To most people, that probably sounds like a working definition of colossal torpor. To a writer, it sounds like heaven.
(Image: Carolina Theater (1927), 310 South Greene Street, Greensboro, North Carolina, image from sminor’s photostream)
A Friday morning in mid-July: opening day at the Saratoga Race Course. We’re in the final throes of a heat wave that’s been smothering the entire Eastern Seaboard for days on end, and this morning the thermometer reads 97 — with the humidity, it tops 100 in the shade. I’ve worked days like this before, and it’s daunting, thinking of the eleven sticky races that will stretch on into early evening. I head across town, following the long dip of East Avenue down and then up again, and as I pass the Oklahoma training track, the festooned iron gates of the main race course blossoming out before me, I worry absently about the temperature and the safety of the horses.
If the crowd inching towards the admissions gates looks diminished, perhaps it’s because they’re drooping beneath the punishing sun. A good number of them will give up by the sixth race or so, throwing out a rash of perfunctory bets for the rest of the card. “I’m melting out here,” half a dozen men tell me, soaking through their tank tops, beads of sweat colonizing their upper lips. “You guys got air-conditioning in there?” I manage to bark out a laugh every time. “Don’t worry, honey, you still look good,” one woman assures me — without provocation — and I am surprisingly relieved. We’re all melting, outside and inside the Paddock, the converted barn in which two long rows of pari-mutuel clerks sit taking bets and counting cash. Sweat collects in the corners of my eyes, blurring my vision as I punch out $2 exacta boxes.
The heat eventually breaks after dark, when a series of violent thunderstorms sweep in and knock the weather into submission. Half the town loses power. Finally, maybe a little inexplicably, it really feels like summer to me; I throw open the windows and listen to the thunder retreating, the gentlest rumble now beneath the steady pulse of the rain.
I’d returned to Saratoga Springs, in upstate New York, four days prior. My hometown had seemed largely unchanged as I drove in (as if I were coming home from the war or something — in fact I was here at Christmas), though the sidewalks are now littered with enormous disembodied feet encased in ballet slippers, each one individually painted and nearly as tall as man. It’s some sort of project to showcase local artists, but the freestanding feet are perhaps creepier than anyone probably intended, like the collected crime scenes of a giant serial killer.
I’m happier with the track’s anniversary logo, a red oval with a golden horse blazing through it, which has been plastered all over town — affixed to front doors and printed on flags and at the track itself, on banners and t-shirts and tote bags. The Saratoga Race Course opened in August of 1863, though it hasn’t quite been 150 consecutive seasons since — it was shuttered a few times, like when gambling was outlawed in New York state in 1911, and during the Second World War. Still, it’s billed as the oldest continually running thoroughbred track in the country. The track is a constant in this town, the six-week season an anchor around which the year rises and falls.

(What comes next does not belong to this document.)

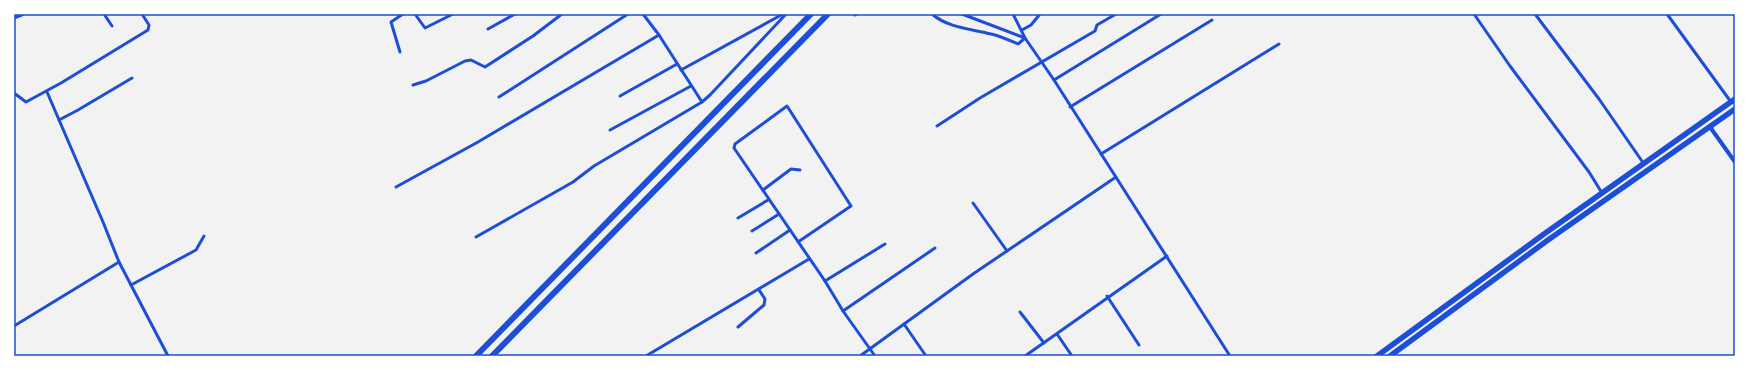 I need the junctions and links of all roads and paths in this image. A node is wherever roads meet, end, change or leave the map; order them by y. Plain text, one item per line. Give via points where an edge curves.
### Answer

Saratoga is humming in anticipation, the population visibly swelling as crowds collect and loiter along Broadway. It’s hard for me to avoid sentimentality when it comes to the racing season, but I can almost feel a sort of romantic momentum picking up as the town sails towards August — the ornate Victorian mansions, thrown open for six weeks of garden parties, or the bars, heaving with tourists flush with winnings from the big race, waving cigars and spilling beer in the streets. We all cast our glances backwards a bit when the races begin, and before long the real world ebbs away, at least for a few weeks. I’ve always found it a little funny, though, that for all the nostalgia and the celebration of tradition, at the track you have to take it one race at a time. Thirty seconds, a minute at most — if you’re lucky, a tight, dramatic finish, and if you’re luckier still, a winning ticket — and then it’s on to the next race, just twenty-eight more minutes to post.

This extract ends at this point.